Let’s sweep aside the objections of the Doubting Thomases (here, here, here etc.) that MA is theoretically flawed. Perhaps IFoA president-elect John Taylor is right when he claimed that MA is not only a Fundamental Actuarial Principle but sound too.
But then I struggle with implementation. You take your credit spread, which is known. You decompose the spread into the Fundamental Spread, the risky bit, and the Matching Adjustment, which is the non-risky bit. I still don’t quite understand the bit about some of the spread above risk-free being risk-free, but that might be me so let’s move on.
Ah yes, you say. Implementation is easy. You just apply the regulatory formula.
Well of course! The regulatory formula says, in essence, that for a bond of a particular class (sector, credit rating, whatever) the regulator ‘knows’ the breakdown between the FS and the MA. I can accept that too, but the epistemologist in me still worries about how the regulator could know these things. How could any regulator know some quantitative feature of an ever changing empirical reality that eludes everyone else?

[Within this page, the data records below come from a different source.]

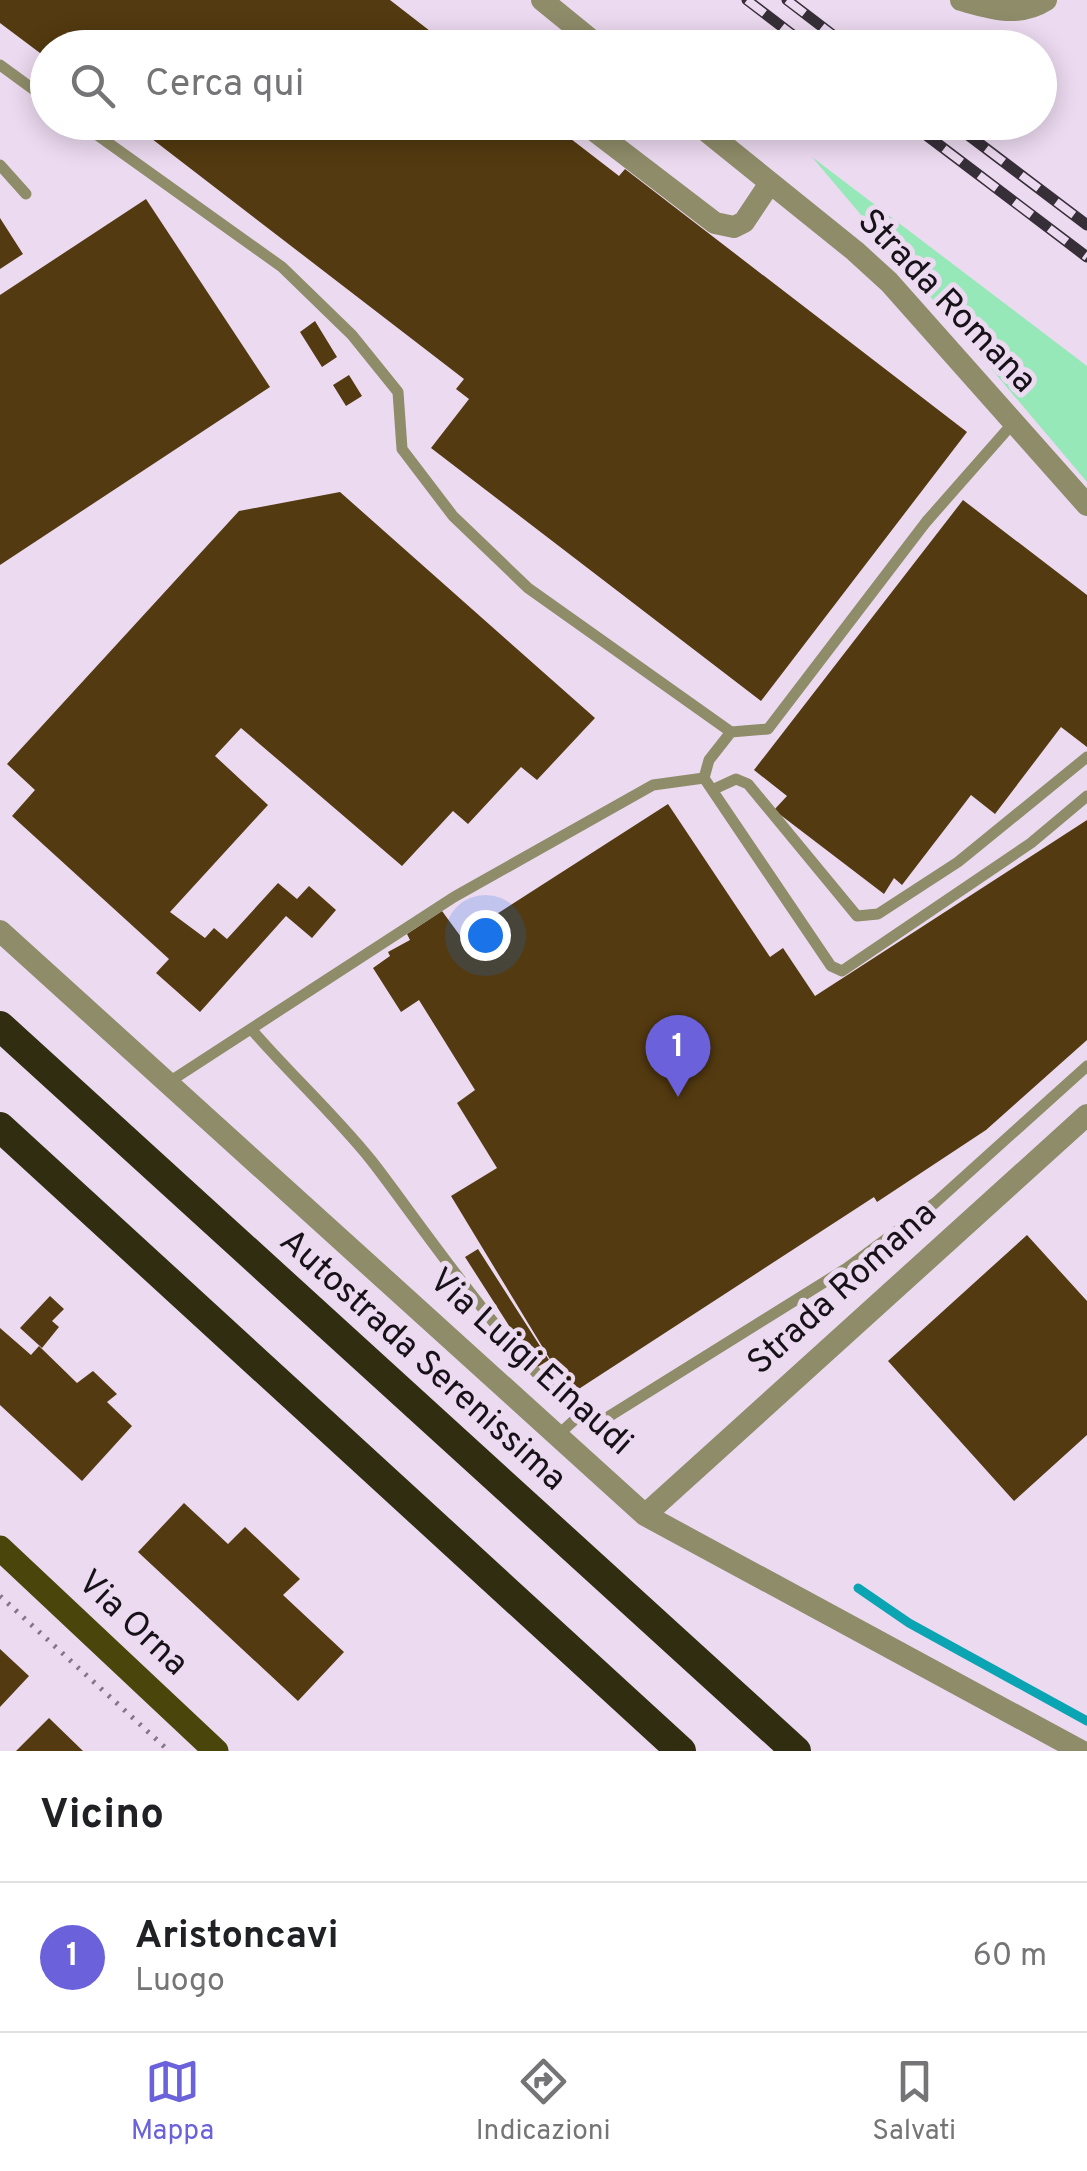 <!DOCTYPE html>
<html lang="it">
<head>
<meta charset="utf-8">
<style>
	:root { --surface:#fff; --page:#f2f2f2; --text:#202124; --muted:#757577; --line:#e0e0e0; --accent:#6a61db }
	body { margin:0; font-family:Overpass,sans-serif; background:var(--page); color:var(--text) }
	.you { position:absolute; left:485px; top:935px; width:35px; height:35px; margin:-25px; border:8px solid #fff; border-radius:50%; background:#1a73e8; box-shadow:0 0 0 15px #1a73e833 }
	.badge { display:grid; place-items:center; width:65px; height:65px; border-radius:50%; background:var(--accent); color:#fff; font-size:32px; font-weight:700 }
	.pin { position:absolute; translate:-50% -82px; filter:drop-shadow(0 2px 5px #0008) }
	.pin::after { content:''; position:absolute; top:52px; width:35px; height:30px; background:inherit; clip-path:polygon(0 0,100% 0,50% 100%) }
	.list { margin:0; padding:0; list-style:none }
	h2 { display:flex; justify-content:space-between; align-items:center; height:130px; margin:0; padding:0 40px; font-size:42px }
	h2 small { font-size:32px; font-weight:400; color:var(--muted) }
	.list li { display:grid; grid-template-columns:65px 1fr auto; gap:30px; align-items:center; box-sizing:border-box; height:150px; padding:0 40px; border-top:2px solid var(--line) }
	.list b { display:block; font-size:38px; white-space:nowrap }
	.list p { margin:0; font-size:32px; white-space:nowrap; color:var(--muted) }
	.list em { font-size:32px; font-style:normal; color:var(--muted) }
	.icon { flex:none; width:55px; height:55px; fill:none; stroke:currentColor; stroke-width:2; stroke-linecap:round; stroke-linejoin:round }
	.map { position:relative; flex:none; width:1087px; height:1751px; overflow:hidden }
	.search { position:absolute; background:var(--surface); box-shadow:0 5px 25px #0003; left:30px; right:30px; top:30px; height:110px; display:flex; align-items:center; gap:25px; box-sizing:border-box; padding:0 35px; border-radius:55px; color:var(--muted); font-size:38px }
	.sheet { height:280px; background:var(--surface) }
	nav { display:flex; justify-content:space-around; align-items:center; box-sizing:border-box; height:140px; border-top:2px solid var(--line); background:var(--surface); font-size:28px; color:var(--muted) }
	nav a { display:grid; justify-items:center; gap:5px }
	nav .on { color:var(--accent) }
	.map>svg:first-child { display:block }
</style>
</head>
<body>
<div class="map">
<svg width="1087" height="1751" viewBox="0 0 1087 1751">
	<rect width="100%" height="100%" fill="#ecdaf0"/>
	<!-- green -->
	<path fill="#97e8b9" d="M812 157 1087 366V482Z"/>
	<g fill="none" stroke-linecap="round" stroke-linejoin="round">
		<!-- stream -->
		<path stroke="#0ba4b3" stroke-width="9" d="M858 1588 909 1623 1087 1721"/>
	</g>
	<!-- building -->
	<path fill="#533a10" d="M0 0H390L452 48H48V59L0 23Z
		M130 122H549L619 176 625 169 967 432 761 701 431 448 469 399 456 389 464 379Z
		M146 199 270 387 0 565V295Z
		M0 218 23 254 0 269Z
		M315 321 337 357 322 367 300 332Z
		M349 375 362 396 346 406 333 385Z
		M340 492 595 718 537 780 521 767 468 824 453 811 402 866 241 728 215 756 268 805 170 912 205 938 214 928 227 939 278 883 297 899 309 886 336 910 312 938 286 916 200 1012 156 973 169 959 12 816 35 790 7 764 239 511Z
		M963 500 1087 595V747L1061 727 995 814 971 795 902 885 894 878 884 894 774 810 787 796 754 770Z
		M668 804 770 957 783 948 815 996 1087 820V1040L986 1130 877 1202 874 1197 571 1394 451 1196 497 1168 457 1103 475 1090 419 1000 401 1012 373 968 390 956 388 952 410 940 407 934 442 911 461 937Z
		M1027 1235 1087 1301V1435L1014 1501 888 1361Z
		M478 1249 549 1360 536 1368 465 1257Z
		M50 1296 64 1309 52 1321 59 1327 42 1348 20 1328Z
		M0 1328 31 1355 39 1346 77 1383 93 1371 117 1394 107 1402 132 1426 82 1481 0 1405Z
		M184 1503 228 1544 245 1527 300 1579 283 1595 344 1652 298 1701 138 1552Z
		M0 1649 29 1676 0 1707Z
		M49 1718 83 1751H16Z"/>
	<g fill="none" stroke-linecap="round" stroke-linejoin="round">
		<!-- path -->
		<path stroke="#827685" stroke-width="5" stroke-dasharray="2.5 8" stroke-linecap="butt" d="M0 1596 169 1751"/>
		<!-- service -->
		<path stroke="#8e8c69" stroke-width="11" d="M0 65 48 100
			M79 122 282 267 352 335 398 392 402 449 453 516 528 588 731 732 768 729 926 522 1014 422
			M0 165 26 194
			M704 778 709 760 731 732
			M712 790 736 779 748 784 857 916 878 914 958 862 1087 757
			M252 1030C290 1074 334 1114 371 1160 405 1202 556 1424 600 1422L847 1268 935 1203 1087 1066
			M169 1082 454 897 653 785 704 778 831 966 842 971 1031 843 1087 796
			M557 1436 581 1414"/>
		<!-- minor -->
		<path stroke="#8e8c69" stroke-width="22" d="M542 0 601 48
			M961 0C990 8 1018 18 1046 0
			M583 122 715 223 734 227 744 222 770 183
			M695 122 855 251 889 282 1087 505
			M0 931 645 1515 1081 1751
			M645 1515 1087 1115"/>
		<!-- primary -->
		<path stroke="#4a450a" stroke-width="25" d="M0 1548 216 1751"/>
		<!-- motorway -->
		<path stroke="#302d11" stroke-width="30" d="M0 1026 796 1751
			M0 1127 681 1751"/>
		<!-- rail casing -->
		<g stroke="#372f38" stroke-width="11">
			<path id="rail" d="M747 0 810 48
				M787 0 850 48
				M909 122 1087 257
				M951 122 1087 225"/>
		</g>
		<!-- rail -->
		<use href="#rail" stroke="#ecdaf0" stroke-width="8" stroke-dasharray="22" stroke-linecap="butt"/>
	</g>
	<g text-anchor="middle" dominant-baseline="central" stroke-width="10" stroke-linejoin="round" paint-order="stroke">
		<!-- street labels -->
		<g font-size="35" fill="#171118" stroke="#ecdaf0">
			<text transform="translate(946 302) rotate(46)">Strada Romana</text>
			<text transform="translate(843 1289) rotate(-42)">Strada Romana</text>
			<text transform="translate(422 1361) rotate(42)">Autostrada Serenissima</text>
			<text transform="translate(530 1363) rotate(42)">Via Luigi Einaudi</text>
			<text transform="translate(132 1624) rotate(43)">Via Orna</text>
		</g>
	</g>
</svg>
<div class="you"></div>
<div class="pin badge" style="left:678px;top:1097px">1</div>
<div class="search"><svg class="icon" aria-label="search" viewBox="0 0 24 24"><circle cx="10" cy="10" r="6"/><path d="M15 15l6 6"/></svg>Cerca qui</div>
</div>
<section class="sheet">
<h2>Vicino<small></small></h2>
<ul class="list">
<li><span class="badge">1</span><div><b>Aristoncavi</b><p>Luogo</p></div><em>60 m</em></li>
</ul>
</section>
<nav>
<a class="on"><svg class="icon" aria-label="map" viewBox="0 0 24 24"><path d="M3 6l6-2 6 2 6-2v14l-6 2-6-2-6 2zM9 4v14M15 6v14"/></svg>Mappa</a>
<a><svg class="icon" aria-label="directions" viewBox="0 0 24 24"><path d="M12 3l9 9-9 9-9-9zM9 14v-3h6M13 9l2 2-2 2"/></svg>Indicazioni</a>
<a><svg class="icon" aria-label="saved" viewBox="0 0 24 24"><path d="M7 4h10v16l-5-4-5 4z"/></svg>Salvati</a>
</nav>
</body>
</html>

So presumably we must infer that regulators have access to some Hermetic Muse who speaks to them in secret to give them knowledge that mere humans cannot discover. I know that sounds a little far-fetched, but what else could it be? Eliminate all the other possibilities and whatever is left, however seemingly implausible, must be the answer. Consider the alternative: if regulators don’t have access to some hidden source of knowledge – of course, it doesn’t have to be Hermetic, it could equally well be the Egyptian God Thoth, the Fount of All Knowledge and curiously the inventor of both astronomy and astrology – then they couldn’t possibly be sure that they had the correct Matching Adjustment calibrations.
But then another thought pops into my head. The markets have lots of smart people who are always on the look-out for profitable empirical relationships. If you can identify the MA (and remember, the regulators tell them what the MA is, so the markets don’t have to work it out; they don’t even have to make sacrifices to some bird-brained idol; they can just use the divinely inspired regulatory formulas), you can establish, with certainty, two risk-free rates and then arbitrage them. You synthesise the risk-free bond with the higher risk-free rate, go long on that bond and short on the risk-free bond with the lower risk-free rate. You can then make a ton of money.
I can follow all this argument, but here is the bit that baffles me. If all this stuff happens, then wouldn’t these arbitrage activities reduce the gap between the two risk-free rates back to zero? And if that is the case, wouldn’t we be back again to just the one risk-free rate? And if there is only one risk-free rate, how can any of the spread above risk-free also be risk-free? And if that is correct, then how can the true MA be anything higher than zero?
So I end up going round in circles. Even if I assume that the MA is as we are told, it just keeps getting arbitraged away. But surely that can’t possibly be right, because otherwise the regulators would be wrong.
Only Thoth knows and he isn’t telling.